INTERRUPTS: (program listings 3 and 4)
Setting up the A/D converter to generate interrupts is similar to the polling procedure. The difference is when an interrupt is generated, the program flow is altered, unlike the polling situation. For example, the AD Conversion Complete interrupt causes the microcontroller to vector off to interrupt vector location 2002H. At that point a DCW command loads the location with the proper interrupt service routine location. (See program listing 3 for specifics.) In program listing 4, which accomplishes this task in C, setting up the interrupt vector location may seem more mysterious. When using C196, setting up the interrupt vector location is done by including the line #pragma interrupt(). In this case we set our ISR (Interrupt Service Routines) name equal to 1. Each interrupt in C196 is associated with a number. For instance, if a software timer interrupt is desired then the name of the ISR is assigned a value of 5. See your C196 user's manual for more information and the values associated with each interrupt.

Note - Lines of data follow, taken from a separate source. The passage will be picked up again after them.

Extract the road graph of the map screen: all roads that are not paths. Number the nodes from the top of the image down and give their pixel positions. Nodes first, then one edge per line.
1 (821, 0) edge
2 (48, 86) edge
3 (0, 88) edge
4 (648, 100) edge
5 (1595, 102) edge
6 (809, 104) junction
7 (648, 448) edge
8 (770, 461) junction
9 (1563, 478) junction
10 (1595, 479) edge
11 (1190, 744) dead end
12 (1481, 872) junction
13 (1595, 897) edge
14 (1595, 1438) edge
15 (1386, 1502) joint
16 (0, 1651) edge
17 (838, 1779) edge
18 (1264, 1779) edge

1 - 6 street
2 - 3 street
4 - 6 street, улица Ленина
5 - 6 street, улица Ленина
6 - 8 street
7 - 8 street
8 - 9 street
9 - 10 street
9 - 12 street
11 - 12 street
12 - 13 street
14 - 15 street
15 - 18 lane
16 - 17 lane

Once we have set up our interrupt vector location we are ready to begin initialization. To begin coding, we should disable all interrupts to make sure they do not occur while we are initializing the A/D converter. Next we should load the stack pointer with 100H. In order to access the IOC2 SFR we should load WSR with 0, to select Hwindow 0. By loading IOC2 with 0 we are selecting the KB fast mode. We are now ready to load INT_MASK with 2H, this enables the A/D conversion complete interrupt. Now that we are done initializing we can enable the interrupts. To start the conversion process we load 18H into AD_COMMAND to start the 8-bit conversion on channel 0 now. While the conversion is taking place we will sit in an endless loop. This demonstrates that the processor is idle and capable of performing other tasks. For instance, this frees up resources to do things like FFTs (Fast Fourier Transforms) or other digital signal processing algorithms. At this point we need to set up the ISR. In assembly we should do a PUSHA upon entering the ISR and a POPA upon exiting the ISR for good measure. In C this is not necessary because it is already taken care of for us. Inside the ISR we load IOPORT1 with the contents of AD_RESULT(HI). This will display the 8-bit conversion result on the LED bank of an Intel 8XC196KC/KD Evaluation board or Project Builder board. Lastly we need to load AD_COMMAND with 18H to start the conversion process all over again.
PROGRAM LISTINGS: Program listings 1-4 can be found in the files, BTBEVAL.EXE for evaluation boards and, BTBDEVEL.EXE for Project Builder boards on the Intel Bulletin Board Service in the MCS(R) 96 Family / General section.